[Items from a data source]
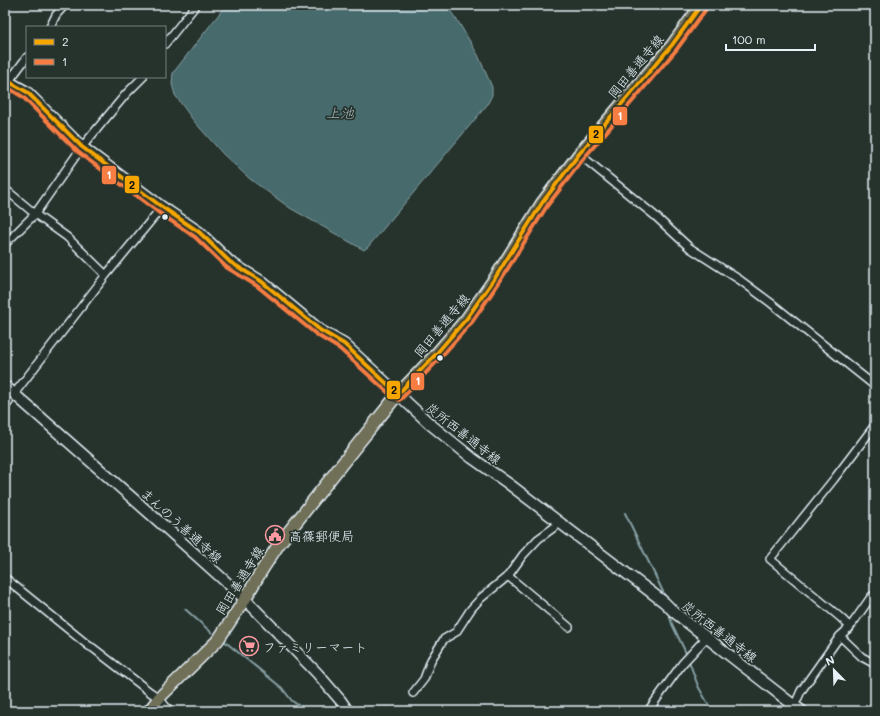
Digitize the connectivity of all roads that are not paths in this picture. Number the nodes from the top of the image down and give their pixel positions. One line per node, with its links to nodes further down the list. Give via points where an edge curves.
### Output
1 (65, 5): 4 (street)
2 (196, 5): 5 (street)
3 (701, 5): 10 (main road, 岡田善通寺線, via 672,45)
4 (50, 26)
5 (166, 43)
6 (26, 58): 8 (street)
7 (142, 78): 9 (street)
8 (7, 83): 9 (main road, 炭所西善通寺線, via 27,92)
9 (82, 147): 12 (main road, 炭所西善通寺線); 13 (street)
10 (579, 154): 17 (street, via 690,248 771,303); 18 (main road, 岡田善通寺線, via 542,203 467,318)
11 (5, 189): 13 (street)
12 (162, 207): 15 (street); 18 (main road, 炭所西善通寺線, via 199,232 230,262 261,281 320,330 344,344)
13 (35, 214): 14 (street); 15 (street, via 67,237)
14 (5, 244)
15 (106, 275): 19 (street)
16 (5, 386): 19 (main road, まんのう善通寺線)
17 (875, 386)
18 (398, 394): 21 (main road, 炭所西善通寺線, via 472,458); 25 (main road, 岡田善通寺線, via 279,544)
19 (9, 401): 25 (main road, まんのう善通寺線, via 155,518)
20 (875, 425): 27 (street, via 770,558)
21 (560, 523): 22 (street, via 538,539); 29 (main road, 炭所西善通寺線)
22 (508, 576): 26 (street); 31 (street, via 481,598 456,632 444,639 424,679)
23 (5, 578): 32 (street, via 89,646)
24 (875, 594): 27 (street)
25 (245, 599): 32 (main road, 岡田善通寺線, via 218,640); 36 (main road, まんのう善通寺線, via 317,673)
26 (569, 627)
27 (850, 627): 28 (street)
28 (840, 636): 30 (street, via 862,657); 33 (street)
29 (707, 637): 33 (main road, 炭所西善通寺線); 37 (street, via 682,664)
30 (875, 664)
31 (413, 693)
32 (159, 698): 34 (main road, 岡田善通寺線); 35 (street)
33 (792, 705): 38 (main road, 炭所西善通寺線)
34 (149, 711)
35 (171, 711)
36 (348, 711)
37 (648, 711)
38 (802, 711)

## EXERCISE DESCRIPTION
Read the records above. Show each line that has the string "岡田善通寺線".

## REPLY
3 (701, 5): 10 (main road, 岡田善通寺線, via 672,45)
10 (579, 154): 17 (street, via 690,248 771,303); 18 (main road, 岡田善通寺線, via 542,203 467,318)
18 (398, 394): 21 (main road, 炭所西善通寺線, via 472,458); 25 (main road, 岡田善通寺線, via 279,544)
25 (245, 599): 32 (main road, 岡田善通寺線, via 218,640); 36 (main road, まんのう善通寺線, via 317,673)
32 (159, 698): 34 (main road, 岡田善通寺線); 35 (street)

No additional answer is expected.